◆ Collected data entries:
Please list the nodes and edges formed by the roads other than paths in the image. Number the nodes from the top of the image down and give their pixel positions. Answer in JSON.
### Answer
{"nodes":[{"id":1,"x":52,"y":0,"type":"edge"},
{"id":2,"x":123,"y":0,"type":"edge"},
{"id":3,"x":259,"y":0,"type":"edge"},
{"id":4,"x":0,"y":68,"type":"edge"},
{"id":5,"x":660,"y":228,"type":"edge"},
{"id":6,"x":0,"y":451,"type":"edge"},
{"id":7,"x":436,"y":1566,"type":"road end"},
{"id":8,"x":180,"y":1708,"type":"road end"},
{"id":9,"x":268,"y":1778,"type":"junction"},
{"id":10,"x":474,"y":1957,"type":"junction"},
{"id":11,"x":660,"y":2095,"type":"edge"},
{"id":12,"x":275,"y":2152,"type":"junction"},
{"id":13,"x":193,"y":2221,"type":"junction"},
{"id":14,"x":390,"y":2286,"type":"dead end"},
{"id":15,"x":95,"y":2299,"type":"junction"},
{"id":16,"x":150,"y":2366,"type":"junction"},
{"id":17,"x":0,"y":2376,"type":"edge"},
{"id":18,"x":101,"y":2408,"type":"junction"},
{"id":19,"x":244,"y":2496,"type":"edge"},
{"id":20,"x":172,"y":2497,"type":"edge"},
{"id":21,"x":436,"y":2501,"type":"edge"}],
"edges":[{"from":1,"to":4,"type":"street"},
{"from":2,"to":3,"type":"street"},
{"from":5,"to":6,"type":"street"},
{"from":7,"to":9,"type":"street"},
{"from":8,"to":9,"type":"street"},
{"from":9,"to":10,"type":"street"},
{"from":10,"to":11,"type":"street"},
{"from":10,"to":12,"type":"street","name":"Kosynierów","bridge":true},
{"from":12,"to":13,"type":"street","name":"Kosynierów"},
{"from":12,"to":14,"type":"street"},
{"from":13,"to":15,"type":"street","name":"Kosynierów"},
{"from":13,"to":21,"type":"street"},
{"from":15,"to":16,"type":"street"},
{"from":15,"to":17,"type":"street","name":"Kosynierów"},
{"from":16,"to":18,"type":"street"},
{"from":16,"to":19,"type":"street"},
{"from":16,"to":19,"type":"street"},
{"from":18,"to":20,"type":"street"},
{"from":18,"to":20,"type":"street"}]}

◆ Assignment: Could every record be printed again exactly as it reads?

◆ Written response:
Please list the nodes and edges formed by the roads other than paths in the image. Number the nodes from the top of the image down and give their pixel positions. Answer in JSON.
### Answer
{"nodes":[{"id":1,"x":52,"y":0,"type":"edge"},
{"id":2,"x":123,"y":0,"type":"edge"},
{"id":3,"x":259,"y":0,"type":"edge"},
{"id":4,"x":0,"y":68,"type":"edge"},
{"id":5,"x":660,"y":228,"type":"edge"},
{"id":6,"x":0,"y":451,"type":"edge"},
{"id":7,"x":436,"y":1566,"type":"road end"},
{"id":8,"x":180,"y":1708,"type":"road end"},
{"id":9,"x":268,"y":1778,"type":"junction"},
{"id":10,"x":474,"y":1957,"type":"junction"},
{"id":11,"x":660,"y":2095,"type":"edge"},
{"id":12,"x":275,"y":2152,"type":"junction"},
{"id":13,"x":193,"y":2221,"type":"junction"},
{"id":14,"x":390,"y":2286,"type":"dead end"},
{"id":15,"x":95,"y":2299,"type":"junction"},
{"id":16,"x":150,"y":2366,"type":"junction"},
{"id":17,"x":0,"y":2376,"type":"edge"},
{"id":18,"x":101,"y":2408,"type":"junction"},
{"id":19,"x":244,"y":2496,"type":"edge"},
{"id":20,"x":172,"y":2497,"type":"edge"},
{"id":21,"x":436,"y":2501,"type":"edge"}],
"edges":[{"from":1,"to":4,"type":"street"},
{"from":2,"to":3,"type":"street"},
{"from":5,"to":6,"type":"street"},
{"from":7,"to":9,"type":"street"},
{"from":8,"to":9,"type":"street"},
{"from":9,"to":10,"type":"street"},
{"from":10,"to":11,"type":"street"},
{"from":10,"to":12,"type":"street","name":"Kosynierów","bridge":true},
{"from":12,"to":13,"type":"street","name":"Kosynierów"},
{"from":12,"to":14,"type":"street"},
{"from":13,"to":15,"type":"street","name":"Kosynierów"},
{"from":13,"to":21,"type":"street"},
{"from":15,"to":16,"type":"street"},
{"from":15,"to":17,"type":"street","name":"Kosynierów"},
{"from":16,"to":18,"type":"street"},
{"from":16,"to":19,"type":"street"},
{"from":16,"to":19,"type":"street"},
{"from":18,"to":20,"type":"street"},
{"from":18,"to":20,"type":"street"}]}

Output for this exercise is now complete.